The researchers developed a large-scale method to study how bacteria transport sugars to build their protective capsules. They tested more than 6,000 combinations of transporters and sugar building blocks by inserting 80 different transporter genes into 79 strains of Streptococcus pneumoniae. Asst Prof Chris added, “Each transporter was marked with a unique genetic code (i.e., DNA barcode) for tracking. We then deleted the original transporter in each strain, creating a survival test: only bacteria with a functional replacement transporter could live. By analysing the barcodes of the surviving bacteria, we identified which transporters successfully carried the necessary sugars for capsule formation.”

The study found that transporters could be grouped into three categories based on how selective they were. The first group, strictly specific transporters, only worked with their original sugar building blocks. This ensures accuracy but limits flexibility. The second group, type-specific transporters, could handle sugars with certain common features, like specific chemical structures. These transporters could substitute for others within related capsule types but not beyond that. The third group, relaxed specificity transporters, could handle a variety of different sugars.

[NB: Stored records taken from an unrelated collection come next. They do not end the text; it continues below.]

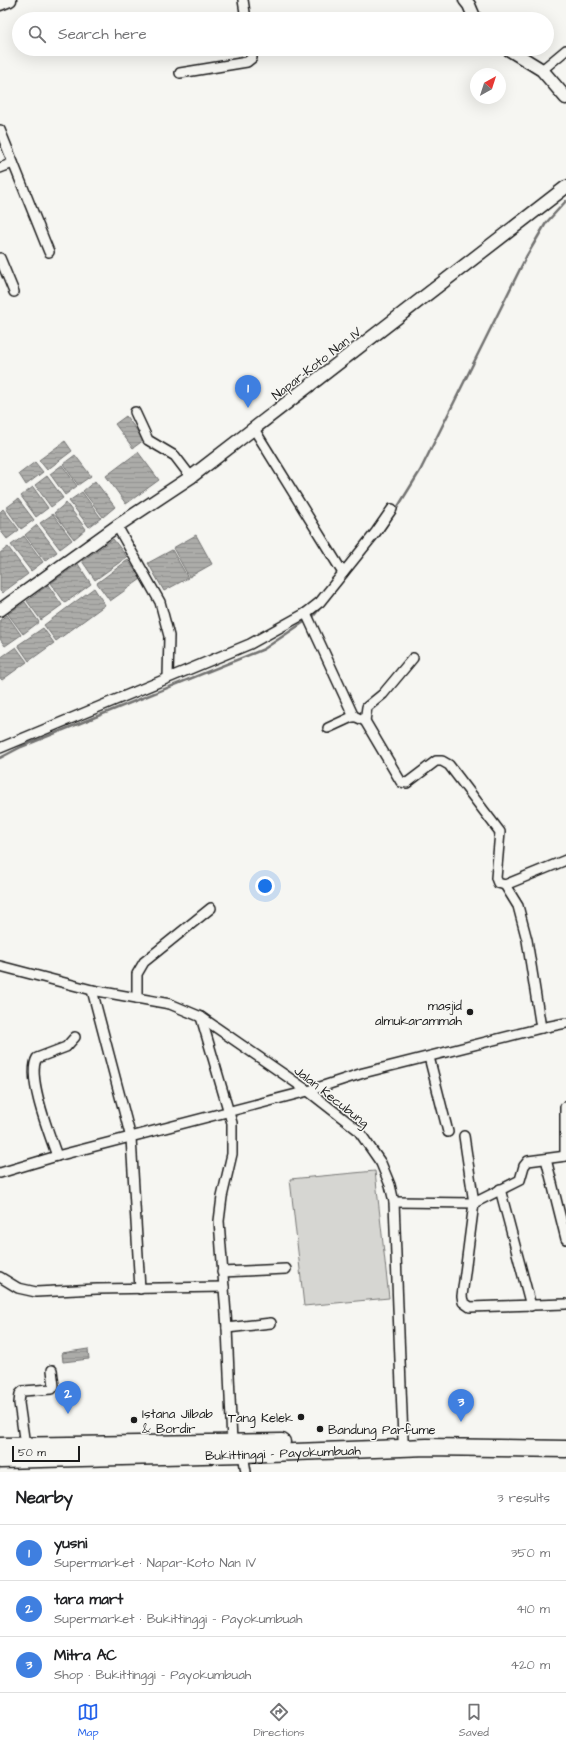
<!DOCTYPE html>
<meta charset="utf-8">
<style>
:root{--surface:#fff;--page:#f2f2f2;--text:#202124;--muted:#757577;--line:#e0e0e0;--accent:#2563eb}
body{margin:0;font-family:"Architects Daughter",sans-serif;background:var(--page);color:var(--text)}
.compass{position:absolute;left:470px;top:68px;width:36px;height:36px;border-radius:50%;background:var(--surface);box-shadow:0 4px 16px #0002;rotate:39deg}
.scale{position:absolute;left:12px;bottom:10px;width:68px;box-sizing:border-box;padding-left:4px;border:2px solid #1c1c1c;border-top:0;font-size:11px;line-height:14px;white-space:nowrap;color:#1c1c1c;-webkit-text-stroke:3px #f6f6f2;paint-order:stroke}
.you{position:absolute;left:265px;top:886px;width:14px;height:14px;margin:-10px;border:3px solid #fff;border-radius:50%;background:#1a73e8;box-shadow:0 0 0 6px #1a73e833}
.badge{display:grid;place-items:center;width:26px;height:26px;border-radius:50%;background:var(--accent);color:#fff;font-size:13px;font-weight:700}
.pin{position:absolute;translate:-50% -33px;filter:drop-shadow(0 1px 2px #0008)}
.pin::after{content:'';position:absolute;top:21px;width:14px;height:12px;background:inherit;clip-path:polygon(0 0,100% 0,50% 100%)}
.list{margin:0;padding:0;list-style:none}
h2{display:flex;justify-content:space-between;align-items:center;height:52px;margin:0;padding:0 16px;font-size:17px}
h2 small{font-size:13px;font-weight:400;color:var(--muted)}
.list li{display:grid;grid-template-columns:26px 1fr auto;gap:12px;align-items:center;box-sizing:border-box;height:56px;padding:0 16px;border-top:1px solid var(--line)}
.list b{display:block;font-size:15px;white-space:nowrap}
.list p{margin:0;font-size:13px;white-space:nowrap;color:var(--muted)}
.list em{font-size:13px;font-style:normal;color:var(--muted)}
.icon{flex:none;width:22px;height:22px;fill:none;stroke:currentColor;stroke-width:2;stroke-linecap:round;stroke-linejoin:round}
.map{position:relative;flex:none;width:566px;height:1472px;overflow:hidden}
.search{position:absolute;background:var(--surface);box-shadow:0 4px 16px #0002;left:12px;right:12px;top:12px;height:44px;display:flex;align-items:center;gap:10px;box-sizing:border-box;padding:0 14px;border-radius:22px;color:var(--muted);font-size:15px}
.sheet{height:220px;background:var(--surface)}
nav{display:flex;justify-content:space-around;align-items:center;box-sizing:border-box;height:56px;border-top:1px solid var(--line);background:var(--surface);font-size:11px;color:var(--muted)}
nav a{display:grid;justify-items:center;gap:2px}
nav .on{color:var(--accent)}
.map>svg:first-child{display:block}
.grass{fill:#d6d6d2;stroke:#797977}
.water{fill:url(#water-rules);stroke:#727271}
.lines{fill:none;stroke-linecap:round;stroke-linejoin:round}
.stream{stroke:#727271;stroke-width:2.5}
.street-casing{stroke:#1c1c1c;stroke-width:12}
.secondary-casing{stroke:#1c1c1c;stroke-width:15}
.highway-casing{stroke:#1c1c1c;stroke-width:19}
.street{stroke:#f6f6f2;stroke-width:9}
.secondary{stroke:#f6f6f2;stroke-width:12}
.highway{stroke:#f6f6f2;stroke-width:16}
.poi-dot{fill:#1c1c1c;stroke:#f6f6f2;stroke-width:1.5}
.labels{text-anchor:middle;stroke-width:3;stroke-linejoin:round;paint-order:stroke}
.street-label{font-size:13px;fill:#1c1c1c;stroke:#f6f6f2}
.poi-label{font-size:13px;fill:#1c1c1c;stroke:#f6f6f2;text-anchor:end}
</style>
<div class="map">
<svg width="566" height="1472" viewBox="0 0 566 1472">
<defs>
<pattern id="water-rules" width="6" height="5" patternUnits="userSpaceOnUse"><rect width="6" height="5" fill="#acaca9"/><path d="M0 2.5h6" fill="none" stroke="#939391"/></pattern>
</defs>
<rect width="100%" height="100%" fill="#f6f6f2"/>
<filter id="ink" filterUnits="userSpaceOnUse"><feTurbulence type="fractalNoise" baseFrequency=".025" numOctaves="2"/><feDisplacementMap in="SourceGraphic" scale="8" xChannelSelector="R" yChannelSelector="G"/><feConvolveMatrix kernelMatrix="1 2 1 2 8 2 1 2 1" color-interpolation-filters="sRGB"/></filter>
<g filter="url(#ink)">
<path class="grass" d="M375 1171 389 1298 304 1306 290 1179Z"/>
<g class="water">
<path d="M126 416 144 440 133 448 115 424Z"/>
<path d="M65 441 72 451 47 470 39 460Z"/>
<path d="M138 452 159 480 126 504 106 476Z"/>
<path d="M75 455 91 476 78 485 63 464Z"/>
<path d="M35 462 43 472 26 485 19 474Z"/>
<path d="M62 465 77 486 65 495 50 474Z"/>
<path d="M47 476 63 498 51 507 35 485Z"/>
<path d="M95 481 115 507 103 517 83 491Z"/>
<path d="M33 487 48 508 36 517 21 496Z"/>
<path d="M82 492 101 518 89 527 69 501Z"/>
<path d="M18 499 34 520 21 529 6 508Z"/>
<path d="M66 503 86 529 74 539 54 513Z"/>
<path d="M3 509 19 530 7 539 0 530V512Z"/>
<path d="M53 514 72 540 60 549 40 523Z"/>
<path d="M37 525 57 552 45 561 25 535Z"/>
<path d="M196 535 212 564 189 577 173 548Z"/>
<path d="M24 536 43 562 31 571 11 545Z"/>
<path d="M113 539 127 557 95 580 82 561Z"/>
<path d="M8 547 28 574 2 593 0 591V553Z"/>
<path d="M172 550 188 578 164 591 148 563Z"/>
<path d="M128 560 141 579 110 601 97 583Z"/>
<path d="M78 564 91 584 65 603 51 583Z"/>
<path d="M48 585 62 605 41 620 27 601Z"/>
<path d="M94 588 105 605 56 641 44 625Z"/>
<path d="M25 602 39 622 23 634 8 614Z"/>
<path d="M7 615 21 635 5 646 0 639V620Z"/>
<path d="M43 628 54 643 29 661 18 645Z"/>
<path d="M16 647 27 662 2 680 0 678V658Z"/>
<path d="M88 1349 89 1359 63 1362 62 1353Z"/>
</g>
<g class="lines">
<g class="stream">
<path d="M379 536 386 526 420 471 526 257 546 223 566 201"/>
<path d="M312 618 369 547"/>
<path d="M0 758 21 747 264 649 307 620"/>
</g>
<g class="street-casing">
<g id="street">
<path d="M243 0 246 19"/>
<path d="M542 70 566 50"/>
<path d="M180 73 247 62 252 58 251 49"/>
<path d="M0 130 49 252"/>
<path d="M0 168 13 163"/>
<path d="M0 258 14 292"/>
<path d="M135 412 148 440 175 456 191 477"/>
<path d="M254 429 343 573"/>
<path d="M117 526 160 602 169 636 168 677"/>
<path d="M306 613 354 717"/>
<path d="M365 721 401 782 407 783 436 761H442L449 765 500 832 496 878 498 883 505 885 566 860"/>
<path d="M328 728 354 716 365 721 367 707 383 694 413 658"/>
<path d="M0 748 250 644 306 613 320 602 376 532 392 509"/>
<path d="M505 885 518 906 527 940 541 1028"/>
<path d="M0 966 92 990 170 1004 201 1017 308 1091 358 1130 381 1163 390 1185 394 1202 403 1439"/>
<path d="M92 990 131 1138 140 1289"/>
<path d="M137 998V974L144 962 211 908"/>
<path d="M201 1017 232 1123V1154L222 1197 219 1221 227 1328 232 1443"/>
<path d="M429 1057 448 1132"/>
<path d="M565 1107V1156"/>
<path d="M464 1136 474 1203 462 1296 463 1302 470 1307 566 1304"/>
<path d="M57 1156C50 1136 26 1076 37 1058L66 1047 75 1037"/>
<path d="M546 1159 566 1239"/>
<path d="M0 1173 57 1156 308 1091 363 1073 541 1028 566 1023"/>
<path d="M500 1189 531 1306"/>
<path d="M394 1202 474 1203 520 1180 524 1166 528 1161 566 1156"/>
<path d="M222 1272 286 1269"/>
<path d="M0 1277 18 1288 36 1292 97 1289 224 1287"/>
<path d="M227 1328 271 1323"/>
<path d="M25 1445 19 1403 20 1394 23 1391 52 1389 54 1386 52 1370"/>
<path d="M243 1454 246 1472"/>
</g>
</g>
<g class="secondary-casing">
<g id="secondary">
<path d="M465 0 469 5 475 19"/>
<path d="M0 4 10 0"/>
<path d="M508 49 542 70 566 98"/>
<path d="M0 610 117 526 191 477 566 187"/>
</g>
</g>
<g class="highway-casing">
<g id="highway">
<path d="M0 1446 282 1442"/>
<path id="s1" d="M0 1460 243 1454 427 1447 566 1449"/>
</g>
</g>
<use href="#street" class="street"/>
<use href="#secondary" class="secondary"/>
<use href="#highway" class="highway"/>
</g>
</g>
<g class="poi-dot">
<circle cx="470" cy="1012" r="4"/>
<circle cx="301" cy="1417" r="4"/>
<circle cx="134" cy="1420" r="4"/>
<circle cx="320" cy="1429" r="4"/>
</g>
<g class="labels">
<g class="street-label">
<text transform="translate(316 363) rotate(-38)" y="5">Napar-Koto Nan IV</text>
<text transform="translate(332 1096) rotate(38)" y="5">Jalan Kecubung</text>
<text dy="5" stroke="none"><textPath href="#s1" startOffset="283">Bukittinggi - Payokumbuah</textPath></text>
</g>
<g class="poi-label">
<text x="462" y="1010">masjid<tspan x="462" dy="15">almukarammah</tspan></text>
<text x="142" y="1418" text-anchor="start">Istana Jilbab<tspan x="142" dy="15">&amp; Bordir</tspan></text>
<text x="293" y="1422">Tang Kelek</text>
<text x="328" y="1434" text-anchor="start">Bandung Parfume</text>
</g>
</g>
</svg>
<svg class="compass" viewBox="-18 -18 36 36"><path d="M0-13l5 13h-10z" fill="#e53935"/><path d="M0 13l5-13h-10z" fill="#757577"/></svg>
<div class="scale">50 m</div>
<div class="you"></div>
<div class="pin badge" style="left:248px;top:408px;background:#3f7fe0">1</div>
<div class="pin badge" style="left:68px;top:1414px;background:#3f7fe0">2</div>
<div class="pin badge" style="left:461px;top:1422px;background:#3f7fe0">3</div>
<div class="search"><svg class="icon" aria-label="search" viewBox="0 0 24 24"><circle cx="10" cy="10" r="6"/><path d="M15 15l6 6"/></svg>Search here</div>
</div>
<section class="sheet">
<h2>Nearby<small>3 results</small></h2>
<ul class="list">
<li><span class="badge" style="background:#3f7fe0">1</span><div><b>yusni</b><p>Supermarket · Napar-Koto Nan IV</p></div><em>350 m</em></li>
<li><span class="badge" style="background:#3f7fe0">2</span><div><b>tara mart</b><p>Supermarket · Bukittinggi - Payokumbuah</p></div><em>410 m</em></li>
<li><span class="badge" style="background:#3f7fe0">3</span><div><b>Mitra AC</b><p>Shop · Bukittinggi - Payokumbuah</p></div><em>420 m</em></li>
</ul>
</section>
<nav>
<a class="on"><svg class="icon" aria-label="map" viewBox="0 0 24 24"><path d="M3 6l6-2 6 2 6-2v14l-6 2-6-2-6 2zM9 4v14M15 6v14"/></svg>Map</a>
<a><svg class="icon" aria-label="directions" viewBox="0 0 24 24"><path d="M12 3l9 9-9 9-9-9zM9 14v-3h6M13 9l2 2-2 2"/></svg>Directions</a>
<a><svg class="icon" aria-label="saved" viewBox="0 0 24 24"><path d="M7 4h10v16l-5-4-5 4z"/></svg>Saved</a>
</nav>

Dr Chua Wan Zhen, first author of the study, who is from the Infectious Diseases TRP and Department of Microbiology and Immunology, NUS Medicine, added, “However, this flexibility may sometimes cause problems by transporting incomplete or incorrect sugars, which disrupts bacterial growth. Transporters with relaxed specificity can cause issues because once they move incomplete building blocks across the cell membrane, there are no known mechanisms for the bacteria to send them back.” These unfinished precursors build up and interfere with important processes like cell wall construction, leading to stunted growth or even cell death. This explains why most bacteria have evolved to keep their transporters highly selective, despite the potential benefits of being able to transport a wider variety of sugars.

Key findings indicate that subtle modifications in transporter genes can alter specificity, potentially impacting bacterial adaptability and virulence. Understanding this process can help scientists develop new strategies for treating bacterial infections and explore ways to use these transport systems for engineering beneficial sugar-based materials.

Future research will focus on identifying specific amino acid residues responsible for transporter-substrate interactions and engineering transporters with optimised specificity for potential industrial and healthcare applications.